* Problem details *
Transcribe exactly everything in the data below from the line containing "Digitize the connectivity of all roads that" down to the line containing "Please list the", both lines included and nothing further.

* Extracted information *
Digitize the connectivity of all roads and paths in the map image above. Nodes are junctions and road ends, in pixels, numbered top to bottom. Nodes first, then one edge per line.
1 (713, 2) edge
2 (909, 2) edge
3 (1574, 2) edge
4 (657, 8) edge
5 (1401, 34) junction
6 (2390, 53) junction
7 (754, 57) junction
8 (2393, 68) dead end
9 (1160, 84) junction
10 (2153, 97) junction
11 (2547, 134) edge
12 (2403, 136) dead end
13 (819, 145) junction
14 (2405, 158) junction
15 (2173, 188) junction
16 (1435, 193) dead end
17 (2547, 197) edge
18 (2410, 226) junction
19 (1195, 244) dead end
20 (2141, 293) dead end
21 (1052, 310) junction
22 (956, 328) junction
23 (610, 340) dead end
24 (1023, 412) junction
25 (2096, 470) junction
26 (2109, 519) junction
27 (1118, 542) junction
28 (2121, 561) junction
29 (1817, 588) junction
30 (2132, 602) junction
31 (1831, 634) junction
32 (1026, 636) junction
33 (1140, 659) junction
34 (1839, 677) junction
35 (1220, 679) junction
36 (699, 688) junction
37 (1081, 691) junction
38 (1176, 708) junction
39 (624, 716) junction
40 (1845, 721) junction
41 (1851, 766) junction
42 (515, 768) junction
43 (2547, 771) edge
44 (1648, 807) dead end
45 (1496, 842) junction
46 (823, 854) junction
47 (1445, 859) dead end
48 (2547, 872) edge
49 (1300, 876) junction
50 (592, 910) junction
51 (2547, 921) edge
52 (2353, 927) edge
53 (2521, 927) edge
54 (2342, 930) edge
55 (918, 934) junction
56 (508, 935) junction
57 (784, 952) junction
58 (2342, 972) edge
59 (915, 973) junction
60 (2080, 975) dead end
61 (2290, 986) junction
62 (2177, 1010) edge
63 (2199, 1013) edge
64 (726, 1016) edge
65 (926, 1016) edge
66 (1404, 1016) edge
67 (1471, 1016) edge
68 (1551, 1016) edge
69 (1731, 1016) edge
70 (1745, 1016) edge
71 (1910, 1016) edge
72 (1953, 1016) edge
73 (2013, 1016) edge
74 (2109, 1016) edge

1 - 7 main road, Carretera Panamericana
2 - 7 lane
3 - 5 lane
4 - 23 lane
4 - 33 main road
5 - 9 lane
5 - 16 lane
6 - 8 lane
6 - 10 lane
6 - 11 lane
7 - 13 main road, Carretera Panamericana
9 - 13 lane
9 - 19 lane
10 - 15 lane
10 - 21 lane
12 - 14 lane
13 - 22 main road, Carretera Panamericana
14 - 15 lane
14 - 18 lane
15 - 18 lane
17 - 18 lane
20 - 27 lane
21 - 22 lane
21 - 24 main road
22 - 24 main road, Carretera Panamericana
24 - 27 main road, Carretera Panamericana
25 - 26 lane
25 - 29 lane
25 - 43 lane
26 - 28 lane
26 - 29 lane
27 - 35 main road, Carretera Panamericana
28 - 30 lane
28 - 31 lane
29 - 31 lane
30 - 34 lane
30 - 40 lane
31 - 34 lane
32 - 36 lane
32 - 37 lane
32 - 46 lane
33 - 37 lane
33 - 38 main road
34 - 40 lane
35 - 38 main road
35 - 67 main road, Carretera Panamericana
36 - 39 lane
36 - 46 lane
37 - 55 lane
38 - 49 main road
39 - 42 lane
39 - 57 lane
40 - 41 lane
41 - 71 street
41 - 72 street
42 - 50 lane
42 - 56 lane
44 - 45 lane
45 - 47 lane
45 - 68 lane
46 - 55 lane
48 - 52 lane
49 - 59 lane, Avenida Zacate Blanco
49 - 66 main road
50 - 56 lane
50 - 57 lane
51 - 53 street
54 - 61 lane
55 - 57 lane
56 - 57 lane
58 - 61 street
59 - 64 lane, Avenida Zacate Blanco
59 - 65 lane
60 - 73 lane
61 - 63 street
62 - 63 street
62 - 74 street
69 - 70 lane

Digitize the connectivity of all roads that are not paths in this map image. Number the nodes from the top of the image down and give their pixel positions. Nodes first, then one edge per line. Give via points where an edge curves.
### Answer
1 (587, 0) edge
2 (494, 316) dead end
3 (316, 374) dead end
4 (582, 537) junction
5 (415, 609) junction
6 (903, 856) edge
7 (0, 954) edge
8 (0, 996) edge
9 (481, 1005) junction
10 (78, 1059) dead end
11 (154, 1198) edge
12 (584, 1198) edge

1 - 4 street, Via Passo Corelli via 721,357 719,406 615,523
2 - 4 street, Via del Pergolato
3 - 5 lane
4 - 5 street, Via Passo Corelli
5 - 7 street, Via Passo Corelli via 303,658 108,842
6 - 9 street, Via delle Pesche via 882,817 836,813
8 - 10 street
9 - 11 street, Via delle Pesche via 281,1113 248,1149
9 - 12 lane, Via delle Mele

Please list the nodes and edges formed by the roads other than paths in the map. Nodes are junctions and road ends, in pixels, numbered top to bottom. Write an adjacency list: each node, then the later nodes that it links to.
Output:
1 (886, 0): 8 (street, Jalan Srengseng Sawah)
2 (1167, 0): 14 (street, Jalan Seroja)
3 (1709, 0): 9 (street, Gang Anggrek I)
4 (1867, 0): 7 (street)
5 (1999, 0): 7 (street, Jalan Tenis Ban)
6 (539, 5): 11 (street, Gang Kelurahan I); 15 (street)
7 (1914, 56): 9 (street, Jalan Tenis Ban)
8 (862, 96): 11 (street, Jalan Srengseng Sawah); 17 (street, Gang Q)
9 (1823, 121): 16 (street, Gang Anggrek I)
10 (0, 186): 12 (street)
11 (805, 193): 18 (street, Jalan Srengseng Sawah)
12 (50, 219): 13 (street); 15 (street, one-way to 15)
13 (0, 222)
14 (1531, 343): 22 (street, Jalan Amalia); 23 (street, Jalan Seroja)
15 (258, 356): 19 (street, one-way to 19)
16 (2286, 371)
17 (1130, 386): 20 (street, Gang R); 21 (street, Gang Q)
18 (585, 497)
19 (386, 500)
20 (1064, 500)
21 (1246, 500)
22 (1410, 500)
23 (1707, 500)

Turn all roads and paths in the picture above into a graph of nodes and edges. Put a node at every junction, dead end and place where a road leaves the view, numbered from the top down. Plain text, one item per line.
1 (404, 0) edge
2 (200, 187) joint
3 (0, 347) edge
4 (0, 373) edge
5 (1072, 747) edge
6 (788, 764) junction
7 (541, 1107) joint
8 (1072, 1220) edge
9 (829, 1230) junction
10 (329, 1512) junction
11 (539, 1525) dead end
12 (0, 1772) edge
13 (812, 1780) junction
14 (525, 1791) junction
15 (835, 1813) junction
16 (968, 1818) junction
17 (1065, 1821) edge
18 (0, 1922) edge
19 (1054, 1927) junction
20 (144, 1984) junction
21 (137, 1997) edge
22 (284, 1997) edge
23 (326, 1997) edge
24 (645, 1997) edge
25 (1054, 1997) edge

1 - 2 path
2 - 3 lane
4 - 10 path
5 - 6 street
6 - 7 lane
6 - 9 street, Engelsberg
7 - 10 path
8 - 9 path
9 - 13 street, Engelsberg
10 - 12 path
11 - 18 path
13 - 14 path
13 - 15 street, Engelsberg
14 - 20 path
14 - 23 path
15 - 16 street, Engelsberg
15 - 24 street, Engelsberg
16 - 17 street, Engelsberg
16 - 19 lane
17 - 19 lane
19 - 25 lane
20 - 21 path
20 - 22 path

* Response to the task *
Digitize the connectivity of all roads that are not paths in this map image. Number the nodes from the top of the image down and give their pixel positions. Nodes first, then one edge per line. Give via points where an edge curves.
### Answer
1 (587, 0) edge
2 (494, 316) dead end
3 (316, 374) dead end
4 (582, 537) junction
5 (415, 609) junction
6 (903, 856) edge
7 (0, 954) edge
8 (0, 996) edge
9 (481, 1005) junction
10 (78, 1059) dead end
11 (154, 1198) edge
12 (584, 1198) edge

1 - 4 street, Via Passo Corelli via 721,357 719,406 615,523
2 - 4 street, Via del Pergolato
3 - 5 lane
4 - 5 street, Via Passo Corelli
5 - 7 street, Via Passo Corelli via 303,658 108,842
6 - 9 street, Via delle Pesche via 882,817 836,813
8 - 10 street
9 - 11 street, Via delle Pesche via 281,1113 248,1149
9 - 12 lane, Via delle Mele

Please list the nodes and edges formed by the roads other than paths in the map. Nodes are junctions and road ends, in pixels, numbered top to bottom. Write an adjacency list: each node, then the later nodes that it links to.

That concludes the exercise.